Abecedarian for the English Language

By Daniel Blokh



All day my mother lives inside a language she does not
Belong in. It loses her in its hard ribs and
Cold vowels, its dusty noise, its angles full with
Distance. Each morning, she tries to smooth out her tongue.
Each morning, she goes to the grocery store, apologizing to the cashier
For her accent. 
Escueeze me, she says. Amsorry. She wants to say: America
Gave me home, but zis home
Had a price. She wants to say: I am sorry for my teeth.
I am sorry that I could not make zis language mine, zis
Jagged tongue. My mother’s mouth was made for vowels
Knit from spice, sweat, sun. My mother carries
Languages that could melt snow, wake
Mountains from their cold white sleep. But my mother knows
No one can mispronounce silence. That she can belong
Only through closed teeth. With each year, she grows quieter.

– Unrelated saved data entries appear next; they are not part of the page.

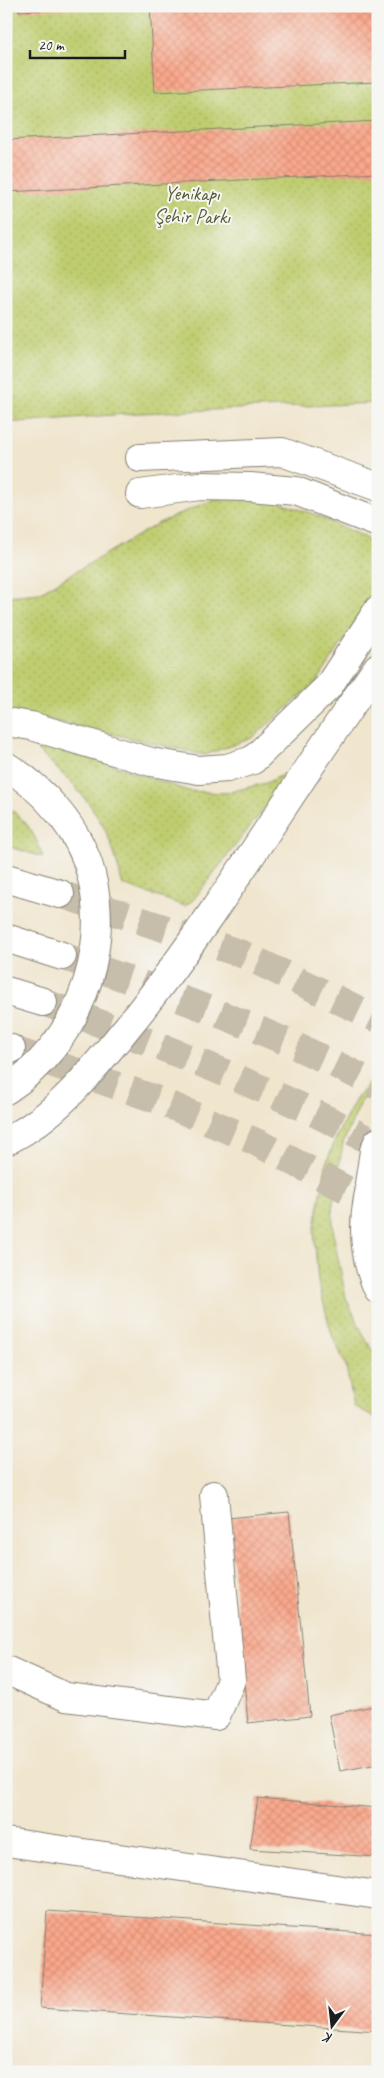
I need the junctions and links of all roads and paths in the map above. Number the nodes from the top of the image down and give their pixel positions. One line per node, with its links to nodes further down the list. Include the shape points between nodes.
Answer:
1 (140, 458): 2 (main road, via 282,452)
2 (378, 487)
3 (140, 494): 4 (main road, via 200,486 296,491)
4 (377, 523)
5 (378, 610): 7 (main road, via 328,686 253,760 227,768 199,770 151,762 31,726)
6 (378, 667): 16 (main road, via 174,967 97,1064 42,1119)
7 (6, 722)
8 (6, 766): 15 (main road, via 46,796 76,838 91,874 96,944 81,1002 65,1033 30,1073)
9 (6, 878): 10 (main road)
10 (60, 894)
11 (6, 938): 12 (main road)
12 (62, 956)
13 (6, 991): 14 (main road)
14 (43, 1002)
15 (6, 1090)
16 (6, 1141)
17 (378, 1142): 19 (main road)
18 (378, 1162): 19 (main road)
19 (368, 1188): 20 (main road, via 364,1216 366,1252)
20 (378, 1289)
21 (214, 1495): 22 (main road, via 231,1680 216,1716 66,1697)
22 (6, 1670)
23 (6, 1842): 24 (main road)
24 (378, 1895)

Pale snow covers the rolling mountains of her 
rs. She cannot
Quell this country’s thirst. Back in
Russia, every voice was heavy as hers, and no one
Swallowed their tongue. But here, each evening, my mother asks me
To spellcheck her emails, to see where she
Used past tense instead of present, misplaced a 
The, wrote
Vine for Wine. Each evening, the two of us sit in the kitchen and play
Word games. When I win, she hugs me tight, eyes full of pride. Danya,
Xenni etot yazik, she tells me. Learn it vell.
You don’t vant be like me. She wants to say:
Zis language vaz never mine, but maybe it can be yours.